### Problem description
In the records that follow, find each line with "Porto" and pull it out.

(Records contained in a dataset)
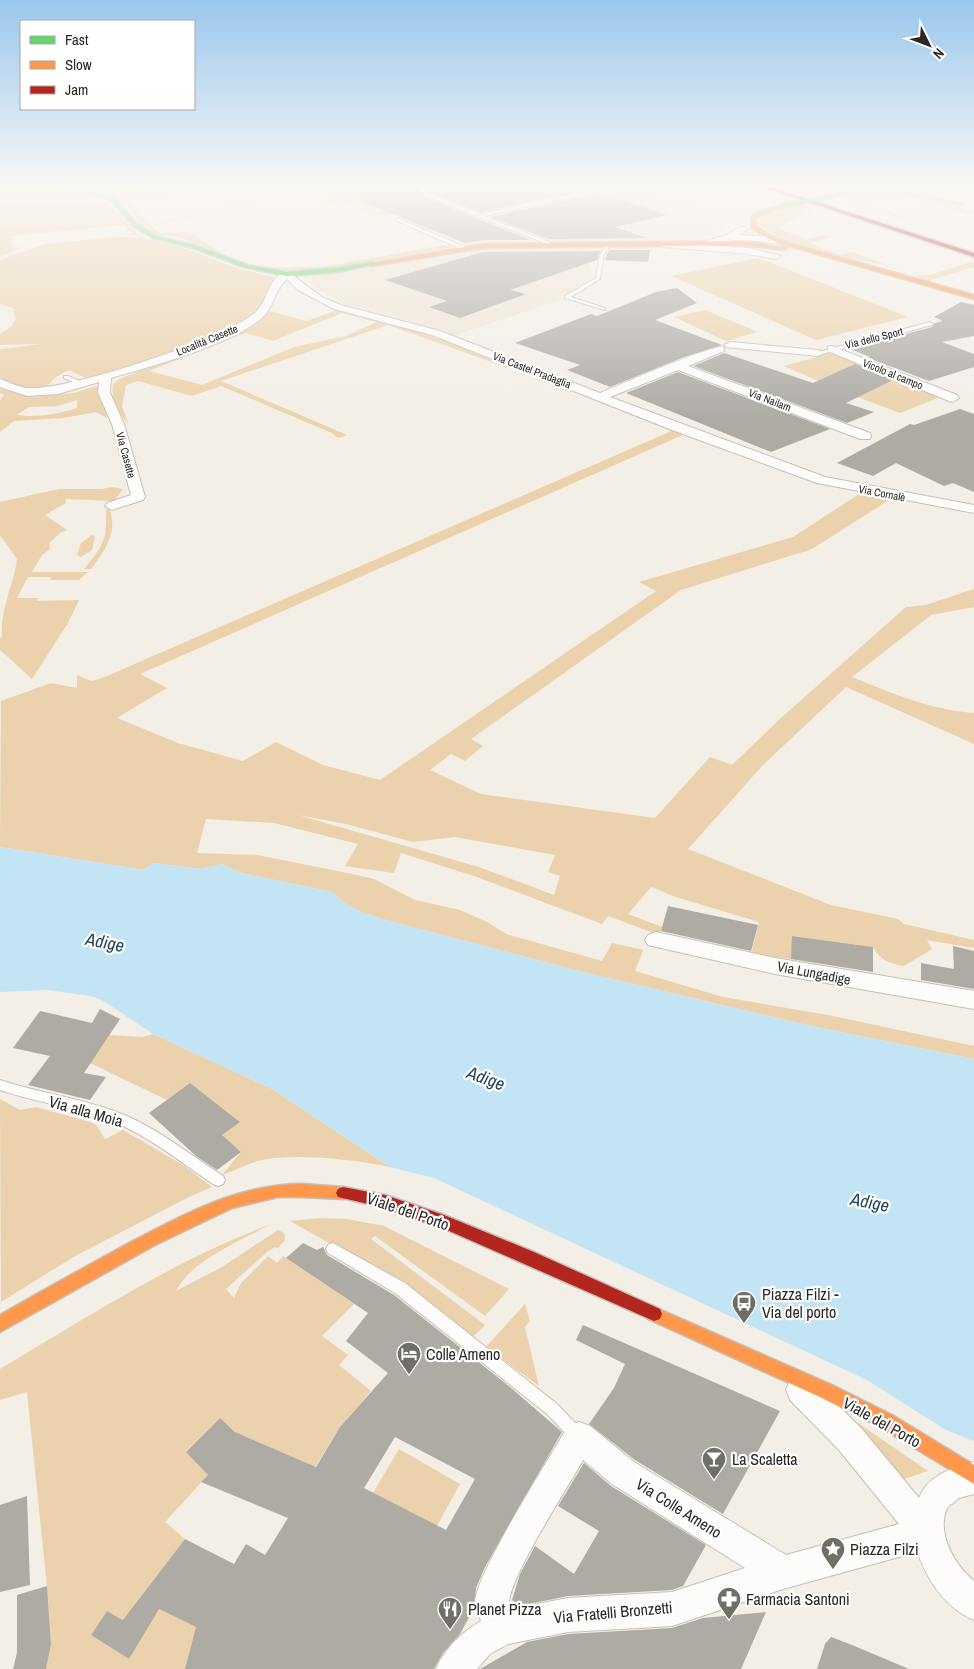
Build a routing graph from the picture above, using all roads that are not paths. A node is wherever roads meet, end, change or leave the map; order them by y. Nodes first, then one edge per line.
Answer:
1 (238, 263) edge
2 (378, 263) edge
3 (601, 263) edge
4 (847, 263) edge
5 (287, 274) junction
6 (974, 297) edge
7 (603, 309) dead end
8 (930, 324) dead end
9 (832, 349) junction
10 (818, 353) joint
11 (676, 365) junction
12 (66, 377) dead end
13 (105, 377) junction
14 (0, 383) edge
15 (82, 384) junction
16 (600, 397) junction
17 (953, 398) dead end
18 (865, 436) dead end
19 (792, 469) joint
20 (112, 506) dead end
21 (974, 509) edge
22 (656, 940) dead end
23 (974, 1000) edge
24 (0, 1085) edge
25 (218, 1180) dead end
26 (333, 1249) dead end
27 (0, 1324) edge
28 (787, 1375) junction
29 (579, 1437) junction
30 (974, 1476) edge
31 (927, 1533) junction
32 (783, 1572) junction
33 (974, 1603) edge
34 (513, 1626) junction
35 (454, 1669) edge

1 - 5 main road
2 - 5 main road
3 - 7 lane
4 - 6 main road
5 - 13 street, Località Casette
5 - 16 street, Via Castel Pradaglia
8 - 9 lane, Via dello Sport
9 - 10 lane, Via dello Sport
9 - 17 street, Vicolo al campo
10 - 11 street
11 - 16 street
11 - 18 street, Via Nailam
12 - 15 lane
13 - 15 street
13 - 20 street, Via Casette
14 - 15 street
16 - 19 street, Via Castel Pradaglia
19 - 21 street, Via Cornalè
22 - 23 street, Via Lungadige
24 - 25 lane, Via alla Moia
26 - 29 lane, Via Colle Ameno
27 - 28 main road, Viale del Porto
28 - 30 main road, Viale del Porto
28 - 31 street, Viale del Porto
29 - 32 street, Via Colle Ameno
29 - 34 street
30 - 31 street
31 - 32 street
31 - 33 street
32 - 34 street, Via Fratelli Bronzetti
34 - 35 street, Via Fratelli Bronzetti

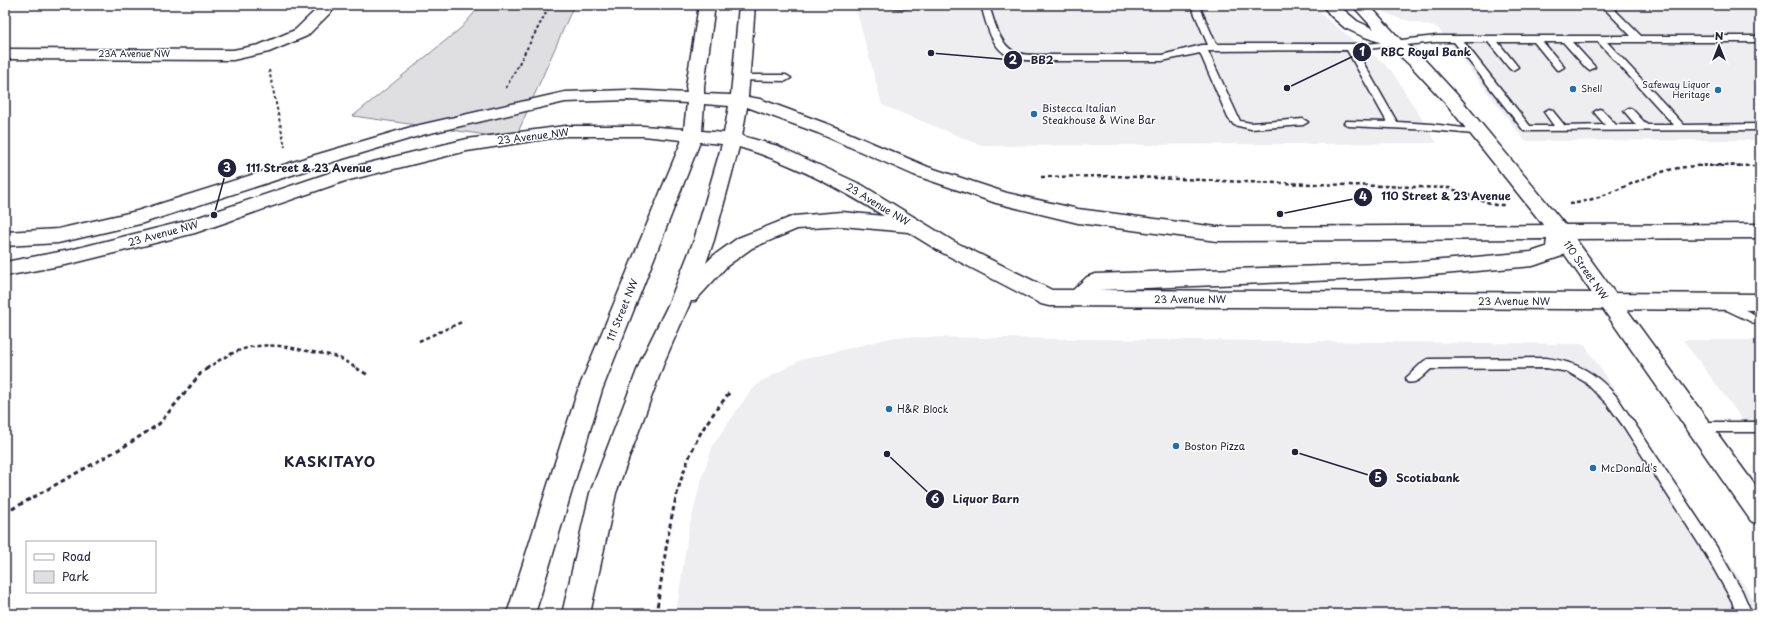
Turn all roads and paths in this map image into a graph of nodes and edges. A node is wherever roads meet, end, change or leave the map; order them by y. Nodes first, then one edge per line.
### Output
1 (330, 5) edge
2 (550, 5) edge
3 (707, 5) edge
4 (747, 5) edge
5 (893, 5) edge
6 (910, 5) edge
7 (985, 5) edge
8 (1195, 5) edge
9 (1330, 5) edge
10 (1360, 5) edge
11 (1605, 5) edge
12 (1457, 39) junction
13 (1491, 39) junction
14 (1536, 39) junction
15 (1565, 39) junction
16 (1600, 39) junction
17 (1639, 39) junction
18 (1760, 39) edge
19 (1395, 43) junction
20 (1349, 46) junction
21 (1213, 47) junction
22 (1202, 48) junction
23 (5, 54) edge
24 (266, 56) junction
25 (1514, 67) dead end
26 (1559, 67) dead end
27 (1590, 67) dead end
28 (741, 78) junction
29 (786, 78) dead end
30 (504, 91) dead end
31 (696, 99) junction
32 (739, 101) junction
33 (1630, 111) dead end
34 (1548, 112) dead end
35 (1599, 112) dead end
36 (1304, 122) dead end
37 (1349, 123) dead end
38 (1393, 124) junction
39 (1760, 127) edge
40 (1613, 128) junction
41 (1644, 128) junction
42 (1682, 128) junction
43 (1562, 129) junction
44 (1480, 133) junction
45 (693, 135) junction
46 (733, 138) junction
47 (286, 151) dead end
48 (1760, 166) edge
49 (1041, 177) dead end
50 (1584, 204) dead end
51 (1495, 206) dead end
52 (913, 225) junction
53 (1559, 231) junction
54 (1760, 231) edge
55 (5, 240) edge
56 (5, 270) edge
57 (1078, 298) junction
58 (1608, 301) junction
59 (1719, 302) junction
60 (1760, 302) edge
61 (680, 303) junction
62 (464, 321) dead end
63 (1760, 322) edge
64 (419, 342) dead end
65 (368, 375) dead end
66 (1412, 378) dead end
67 (729, 393) dead end
68 (1698, 427) junction
69 (1760, 427) edge
70 (5, 513) edge
71 (1760, 513) edge
72 (521, 614) edge
73 (576, 614) edge
74 (656, 614) edge
75 (1744, 614) edge

1 - 24 main road, 23A Avenue NW
2 - 30 path
3 - 31 main road, 111 Street NW
4 - 28 main road
5 - 6 lane
7 - 22 lane
8 - 21 lane
9 - 19 main road, 110 Street NW
10 - 19 main road, 110 Street NW
11 - 17 lane
12 - 13 lane
12 - 19 lane
12 - 43 lane
13 - 14 lane
13 - 25 lane
14 - 15 lane
14 - 26 lane
15 - 16 lane
15 - 27 lane
16 - 17 lane
16 - 42 lane
17 - 18 lane
19 - 20 lane
19 - 44 main road, 110 Street NW
20 - 21 lane
20 - 38 lane
21 - 22 lane
22 - 36 lane
23 - 24 main road, 23A Avenue NW
24 - 47 path
28 - 29 lane
28 - 32 main road
31 - 32 main road
31 - 45 main road, 111 Street NW
31 - 55 main road
32 - 46 main road
32 - 53 main road
33 - 41 lane
34 - 43 lane
35 - 40 lane
37 - 38 lane
38 - 44 lane
39 - 42 lane
40 - 41 lane
40 - 43 lane
41 - 42 lane
44 - 53 main road, 110 Street NW
45 - 46 main road, 23 Avenue NW
45 - 56 main road, 23 Avenue NW
45 - 72 main road, 111 Street NW
46 - 52 main road, 23 Avenue NW
46 - 61 main road
48 - 50 path
49 - 51 path
52 - 57 main road, 23 Avenue NW
52 - 61 main road
53 - 54 main road
53 - 57 main road
53 - 58 main road, 110 Street NW
57 - 58 main road, 23 Avenue NW
58 - 59 main road, 23 Avenue NW
58 - 68 main road, 110 Street NW
59 - 60 main road, 23 Avenue NW
59 - 63 lane
61 - 73 main road
62 - 64 path
65 - 70 path
66 - 75 lane
67 - 74 path
68 - 69 lane
68 - 71 main road, 110 Street NW

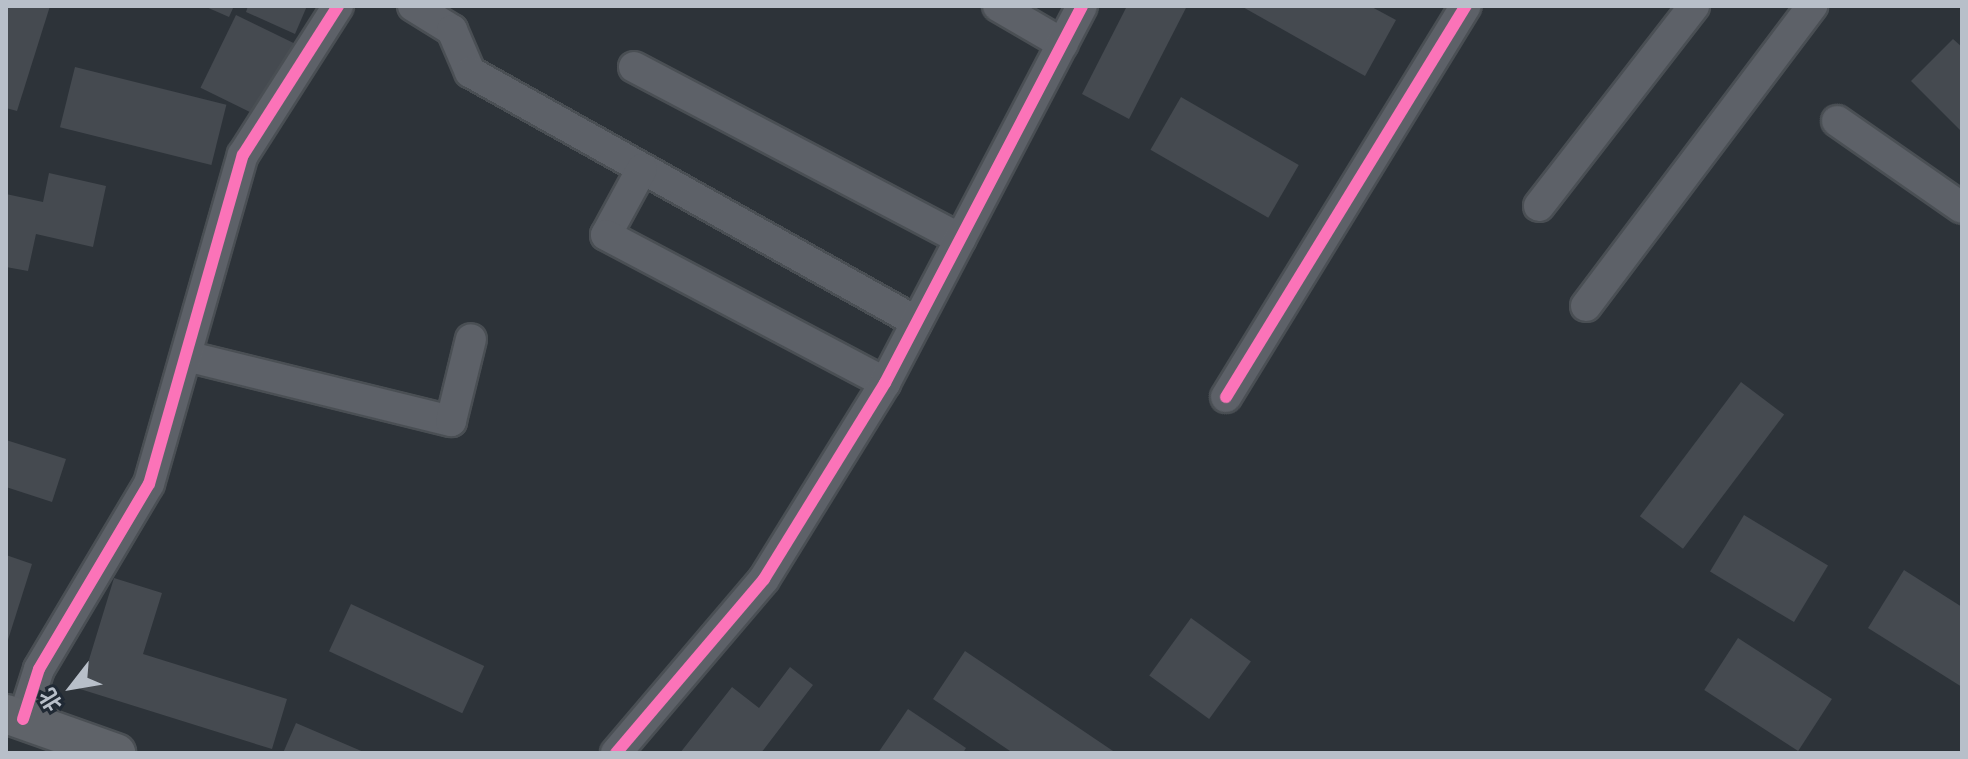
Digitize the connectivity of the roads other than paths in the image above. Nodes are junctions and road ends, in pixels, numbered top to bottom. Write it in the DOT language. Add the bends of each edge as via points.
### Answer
graph roads {
  1 [pos="338,6"];
  2 [pos="413,6"];
  3 [pos="998,6"];
  4 [pos="1082,6"];
  5 [pos="1466,6"];
  6 [pos="1694,6"];
  7 [pos="1812,6"];
  8 [pos="1063,44"];
  9 [pos="634,67"];
  10 [pos="1837,121"];
  11 [pos="642,169"];
  12 [pos="1539,206"];
  13 [pos="1962,208"];
  14 [pos="960,239"];
  15 [pos="1586,306"];
  16 [pos="917,322"];
  17 [pos="471,339"];
  18 [pos="186,356"];
  19 [pos="885,383"];
  20 [pos="1226,397"];
  21 [pos="15,717"];
  22 [pos="54,744"];
  23 [pos="116,753"];
  24 [pos="616,753"];
  1 -- 18 [label="street" via="243,155"];
  2 -- 11 [label="street" via="452,30 470,72"];
  3 -- 8 [label="street"];
  4 -- 8 [label="street"];
  5 -- 20 [label="street"];
  6 -- 12 [label="street"];
  7 -- 15 [label="street"];
  8 -- 14 [label="street"];
  9 -- 14 [label="street"];
  10 -- 13 [label="street"];
  11 -- 16 [label="street"];
  11 -- 19 [label="street" via="606,235"];
  14 -- 16 [label="street"];
  16 -- 19 [label="street"];
  17 -- 18 [label="street" via="451,421"];
  18 -- 21 [label="street" via="149,484"];
  19 -- 24 [label="street" via="764,579"];
  21 -- 22 [label="main road"];
  22 -- 23 [label="main road"];
}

### Exercise response
27 - 28 main road, Viale del Porto
28 - 30 main road, Viale del Porto
28 - 31 street, Viale del Porto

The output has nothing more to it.